Днем Вале принесли передачу — два больших целлофановых пакета с яблоками, грушами, сушками и пряниками. Внутри была записка, написанная неровным, кривоватым почерком Евгении Гавриловны. Тетка просила простить ее за то, что все так получилось, призывала беречь себя и хорошо питаться. Валя записку порвала, а передачу есть не стала, отдала соседкам по палате — те смели продукты в момент.
К вечеру ее начало лихорадить, стало жарко, щеки загорелись, груди разбухли и болели при малейшем прикосновении.
— Молоко пришло, — сказала Ольга Борисовна, осмотрев Валю, — надо сцеживаться, не то будет мастит.

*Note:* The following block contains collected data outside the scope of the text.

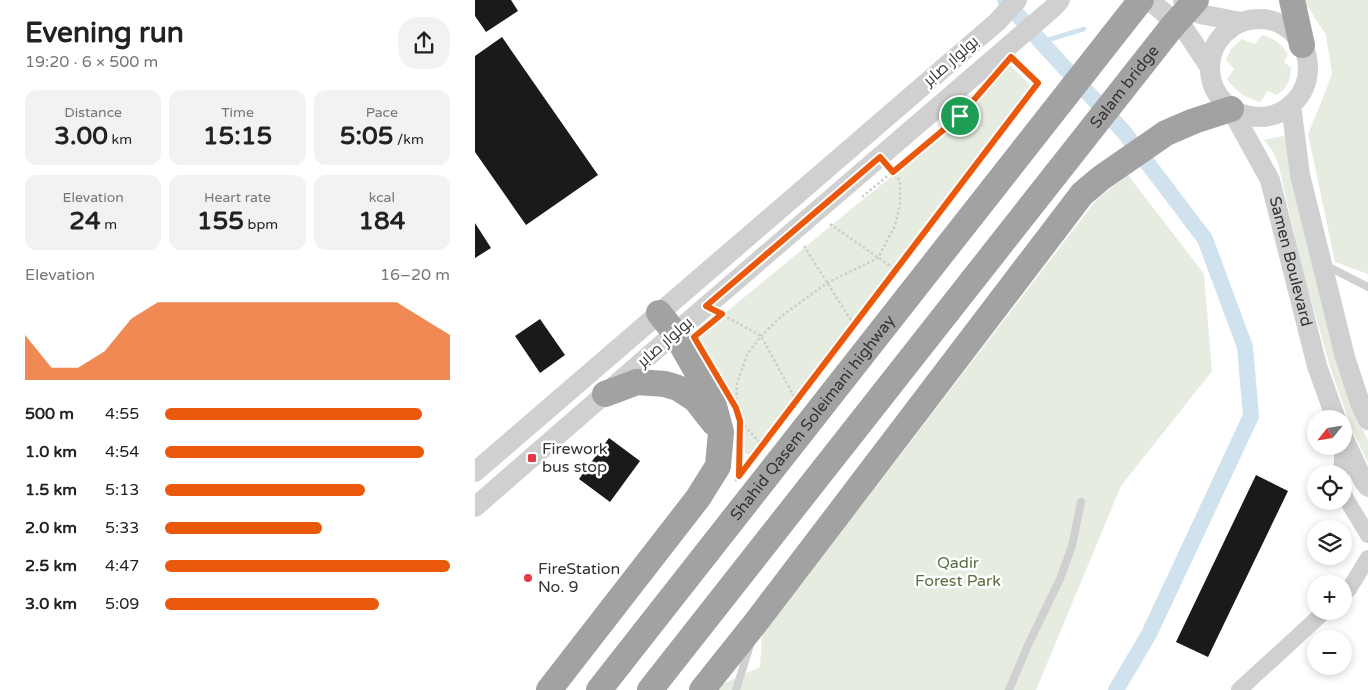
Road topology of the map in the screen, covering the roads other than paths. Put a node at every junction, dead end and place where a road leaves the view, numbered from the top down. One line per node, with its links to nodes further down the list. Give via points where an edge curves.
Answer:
1 (1017, 0): 15 (street, بولوار صابر, via 997,22)
2 (1141, 0): 35 (highway, Shahid Qasem Soleimani highway)
3 (1149, 0): 10 (street, via 1185,30)
4 (1183, 0): 8 (street, via 1200,14)
5 (1196, 0): 36 (highway, Salam bridge, bridge)
6 (1292, 0): 9 (highway)
7 (1057, 4): 16 (street, بولوار صابر, via 886,164)
8 (1241, 22): 9 (street, via 1260,19 1279,23); 10 (street, via 1219,39)
9 (1302, 45): 11 (street, via 1307,60 1307,77)
10 (1209, 66): 12 (street, via 1211,80 1220,98)
11 (1291, 105): 12 (street, via 1262,117 1246,116); 13 (street, Samen Boulevard, via 1300,175)
12 (1231, 109): 19 (street, Samen Boulevard, via 1270,180 1317,366); 33 (highway, via 1166,133 1082,194)
13 (1322, 264): 14 (lane); 18 (street, Samen Boulevard, via 1345,357)
14 (1368, 286)
15 (659, 313): 16 (highway); 22 (street, بولوار صابر)
16 (675, 333): 17 (street, بولوار صابر); 20 (highway)
17 (605, 394): 20 (highway, via 637,382 665,384 695,399); 25 (street, بولوار صابر)
18 (1364, 406)
19 (1333, 410)
20 (730, 431): 34 (highway, via 718,466 698,498)
21 (1351, 455): 23 (street)
22 (475, 472)
23 (1368, 487)
24 (1081, 502): 39 (lane, via 1072,546 1063,570)
25 (475, 507)
26 (1352, 509): 27 (street)
27 (1368, 535)
28 (1368, 558): 30 (street)
29 (1368, 581): 31 (street)
30 (1352, 583)
31 (1352, 589)
32 (1315, 620): 40 (street)
33 (757, 621): 37 (highway); 38 (lane)
34 (549, 690)
35 (599, 690)
36 (650, 690)
37 (702, 690)
38 (736, 690)
39 (1009, 690)
40 (1239, 690)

Она принесла стеклянную мензурку и показала, как освобождать грудь от молока. Валя неумело давила на сосок пальцами, в мензурку сначала капали тяжелые, желтоватые капли, затем побежали веселые, звонкие струйки, по пять зараз.
— Везет, — с завистью проговорила Соня, глядя на быстро наполняющуюся бутылочку, — а у меня три капли. Слезы, а не кормление.
Ольга Борисовна тоже оценила Валины молочные способности.
— Вот это я понимаю, сразу видно, что не на столичных выхлопах росла.
Она унесла мензурку с собой. После сцеживания Вале стало легче, но лишь на пару часов. Потом опять грудь начала разрываться под тяжестью пришедшего молока.
Весь последующий день она, как дойная корова, сидела над мензуркой, думая, куда же деть это никому не нужное молоко. Не сцеживаться же ей целыми днями напролет. Валя решила спросить об этом Ольгу Борисовну. Та, однако, куда-то делась из отделения, а молоденькая сестричка, Оксана, ничего путного ей разъяснить не могла, только с испугом косилась на Валину налившуюся, красную грудь, да ахала и охала.
Утомленная почти непрерывным процессом дойки, Валя в десять свалилась и уснула. Ей снилось, будто она едет куда-то в поезде, на верхней полке. Вагон качает, и она боится упасть. Напротив сидит попутчик, мужчина во всем черном, и говорит ей, что сейчас наступит конец света. Валя в ужасе заткнула уши, чтобы не слышать этих жутких речей, и тогда мужчина начал трясти ее за плечо.